● Exercise data
Start of Block

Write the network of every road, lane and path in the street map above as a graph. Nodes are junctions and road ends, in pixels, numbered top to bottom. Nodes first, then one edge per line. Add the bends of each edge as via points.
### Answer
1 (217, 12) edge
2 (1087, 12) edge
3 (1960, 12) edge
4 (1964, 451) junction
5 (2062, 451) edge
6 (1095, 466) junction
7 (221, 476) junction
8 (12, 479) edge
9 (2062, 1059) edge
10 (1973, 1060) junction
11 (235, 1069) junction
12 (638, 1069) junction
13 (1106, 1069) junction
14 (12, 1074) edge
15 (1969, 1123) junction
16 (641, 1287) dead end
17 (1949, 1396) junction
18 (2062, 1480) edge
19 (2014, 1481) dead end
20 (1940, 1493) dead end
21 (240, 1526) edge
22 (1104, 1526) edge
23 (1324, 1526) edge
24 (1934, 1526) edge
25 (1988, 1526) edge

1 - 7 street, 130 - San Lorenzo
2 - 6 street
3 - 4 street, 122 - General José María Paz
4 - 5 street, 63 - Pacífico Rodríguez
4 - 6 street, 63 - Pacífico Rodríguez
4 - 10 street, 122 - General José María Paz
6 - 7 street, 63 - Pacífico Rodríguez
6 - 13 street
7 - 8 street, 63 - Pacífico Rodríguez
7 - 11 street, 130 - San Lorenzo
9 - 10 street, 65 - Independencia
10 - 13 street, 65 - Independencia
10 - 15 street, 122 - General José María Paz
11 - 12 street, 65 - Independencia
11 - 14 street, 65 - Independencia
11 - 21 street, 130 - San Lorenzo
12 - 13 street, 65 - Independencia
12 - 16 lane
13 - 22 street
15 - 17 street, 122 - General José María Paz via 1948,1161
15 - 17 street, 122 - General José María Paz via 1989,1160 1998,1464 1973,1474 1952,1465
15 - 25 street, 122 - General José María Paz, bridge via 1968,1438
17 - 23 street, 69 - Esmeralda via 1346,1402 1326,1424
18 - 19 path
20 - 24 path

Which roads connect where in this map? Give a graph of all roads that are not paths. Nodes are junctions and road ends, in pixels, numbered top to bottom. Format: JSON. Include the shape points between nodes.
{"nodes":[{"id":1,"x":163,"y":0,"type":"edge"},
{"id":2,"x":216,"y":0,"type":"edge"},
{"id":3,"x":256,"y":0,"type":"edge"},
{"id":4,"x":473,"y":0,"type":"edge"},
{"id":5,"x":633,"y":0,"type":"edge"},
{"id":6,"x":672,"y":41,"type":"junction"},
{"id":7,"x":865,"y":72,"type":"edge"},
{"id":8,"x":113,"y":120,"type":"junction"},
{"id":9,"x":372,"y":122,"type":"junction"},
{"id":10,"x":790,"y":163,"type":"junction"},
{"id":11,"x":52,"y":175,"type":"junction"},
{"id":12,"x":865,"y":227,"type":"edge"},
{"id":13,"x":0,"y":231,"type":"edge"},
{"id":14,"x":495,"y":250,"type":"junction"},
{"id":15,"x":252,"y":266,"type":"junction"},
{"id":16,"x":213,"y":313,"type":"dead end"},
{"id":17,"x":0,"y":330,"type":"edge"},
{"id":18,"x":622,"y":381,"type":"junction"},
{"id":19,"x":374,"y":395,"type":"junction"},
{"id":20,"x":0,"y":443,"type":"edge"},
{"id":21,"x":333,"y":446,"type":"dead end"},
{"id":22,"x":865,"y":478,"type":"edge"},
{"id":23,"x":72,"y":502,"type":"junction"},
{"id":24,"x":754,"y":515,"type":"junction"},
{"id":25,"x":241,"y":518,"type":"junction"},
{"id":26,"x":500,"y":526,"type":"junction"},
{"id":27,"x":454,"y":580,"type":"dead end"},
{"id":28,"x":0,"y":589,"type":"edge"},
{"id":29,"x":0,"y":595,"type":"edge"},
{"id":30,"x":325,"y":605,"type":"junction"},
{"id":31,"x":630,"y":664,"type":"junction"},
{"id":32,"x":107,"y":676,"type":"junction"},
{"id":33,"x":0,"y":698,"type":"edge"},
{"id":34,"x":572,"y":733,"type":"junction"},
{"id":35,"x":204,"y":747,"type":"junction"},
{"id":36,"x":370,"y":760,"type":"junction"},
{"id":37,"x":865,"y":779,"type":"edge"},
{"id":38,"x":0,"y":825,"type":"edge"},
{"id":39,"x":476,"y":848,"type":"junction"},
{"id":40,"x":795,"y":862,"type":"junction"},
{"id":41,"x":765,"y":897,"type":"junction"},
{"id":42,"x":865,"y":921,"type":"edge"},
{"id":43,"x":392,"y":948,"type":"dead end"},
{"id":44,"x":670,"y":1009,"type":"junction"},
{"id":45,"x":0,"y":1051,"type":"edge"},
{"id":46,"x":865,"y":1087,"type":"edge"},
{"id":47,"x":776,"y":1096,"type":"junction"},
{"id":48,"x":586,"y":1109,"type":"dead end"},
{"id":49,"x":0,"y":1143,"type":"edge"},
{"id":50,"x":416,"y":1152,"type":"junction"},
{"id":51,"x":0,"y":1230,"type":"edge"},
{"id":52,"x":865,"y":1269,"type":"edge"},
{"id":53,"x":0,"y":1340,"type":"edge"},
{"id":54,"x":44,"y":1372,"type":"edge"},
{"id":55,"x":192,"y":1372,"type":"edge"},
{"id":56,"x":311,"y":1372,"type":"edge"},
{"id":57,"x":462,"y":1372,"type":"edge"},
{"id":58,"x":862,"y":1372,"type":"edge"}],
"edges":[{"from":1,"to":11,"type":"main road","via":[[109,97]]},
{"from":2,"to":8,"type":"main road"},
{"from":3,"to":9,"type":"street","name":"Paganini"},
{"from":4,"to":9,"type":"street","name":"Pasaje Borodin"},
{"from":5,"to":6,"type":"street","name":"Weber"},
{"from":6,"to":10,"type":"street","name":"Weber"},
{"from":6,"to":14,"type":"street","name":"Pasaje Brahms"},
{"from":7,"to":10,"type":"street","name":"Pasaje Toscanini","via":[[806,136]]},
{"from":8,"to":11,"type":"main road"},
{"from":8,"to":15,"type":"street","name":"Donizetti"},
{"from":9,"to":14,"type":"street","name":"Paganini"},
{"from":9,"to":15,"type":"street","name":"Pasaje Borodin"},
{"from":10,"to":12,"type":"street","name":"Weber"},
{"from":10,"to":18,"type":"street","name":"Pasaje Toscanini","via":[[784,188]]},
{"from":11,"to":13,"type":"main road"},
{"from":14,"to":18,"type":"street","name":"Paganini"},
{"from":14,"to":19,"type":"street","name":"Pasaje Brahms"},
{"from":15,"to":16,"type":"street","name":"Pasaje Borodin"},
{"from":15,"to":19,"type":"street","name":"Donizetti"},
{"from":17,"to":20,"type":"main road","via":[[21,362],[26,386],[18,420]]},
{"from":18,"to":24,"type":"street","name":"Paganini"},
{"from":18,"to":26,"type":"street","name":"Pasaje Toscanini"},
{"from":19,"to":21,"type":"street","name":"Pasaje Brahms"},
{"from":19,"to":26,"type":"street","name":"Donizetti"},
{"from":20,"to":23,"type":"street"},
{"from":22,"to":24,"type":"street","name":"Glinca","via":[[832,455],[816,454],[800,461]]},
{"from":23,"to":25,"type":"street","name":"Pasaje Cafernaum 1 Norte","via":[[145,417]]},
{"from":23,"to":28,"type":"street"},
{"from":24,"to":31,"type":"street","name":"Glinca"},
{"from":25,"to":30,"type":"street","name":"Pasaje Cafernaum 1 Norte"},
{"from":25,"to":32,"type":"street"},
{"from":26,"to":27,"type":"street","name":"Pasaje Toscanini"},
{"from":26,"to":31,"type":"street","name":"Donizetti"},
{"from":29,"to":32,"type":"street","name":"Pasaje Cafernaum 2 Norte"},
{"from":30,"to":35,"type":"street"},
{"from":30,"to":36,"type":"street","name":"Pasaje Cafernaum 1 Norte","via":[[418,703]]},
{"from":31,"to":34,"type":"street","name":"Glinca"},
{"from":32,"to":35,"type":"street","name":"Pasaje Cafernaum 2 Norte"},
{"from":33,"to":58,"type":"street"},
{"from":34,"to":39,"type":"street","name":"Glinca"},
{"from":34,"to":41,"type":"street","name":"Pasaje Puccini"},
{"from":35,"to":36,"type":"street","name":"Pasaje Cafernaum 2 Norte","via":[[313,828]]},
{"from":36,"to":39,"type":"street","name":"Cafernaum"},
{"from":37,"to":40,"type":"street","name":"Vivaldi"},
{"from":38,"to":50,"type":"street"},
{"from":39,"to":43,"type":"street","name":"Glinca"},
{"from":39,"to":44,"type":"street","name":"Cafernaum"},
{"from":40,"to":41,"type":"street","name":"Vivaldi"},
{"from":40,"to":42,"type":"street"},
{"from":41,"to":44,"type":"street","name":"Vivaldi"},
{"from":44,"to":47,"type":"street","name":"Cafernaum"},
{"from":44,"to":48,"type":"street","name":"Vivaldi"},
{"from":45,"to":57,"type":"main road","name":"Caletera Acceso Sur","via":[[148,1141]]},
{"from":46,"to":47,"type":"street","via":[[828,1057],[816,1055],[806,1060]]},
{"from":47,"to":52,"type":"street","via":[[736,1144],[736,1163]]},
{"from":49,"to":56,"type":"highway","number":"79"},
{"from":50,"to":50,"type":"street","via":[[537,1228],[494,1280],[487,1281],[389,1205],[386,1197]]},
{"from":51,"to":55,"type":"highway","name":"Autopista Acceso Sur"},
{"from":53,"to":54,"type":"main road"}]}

End of Block

● Exercise instructions
Lines of the listing that contain the word "Lorenzo" are to be counted; report only their number.

● Written answer
3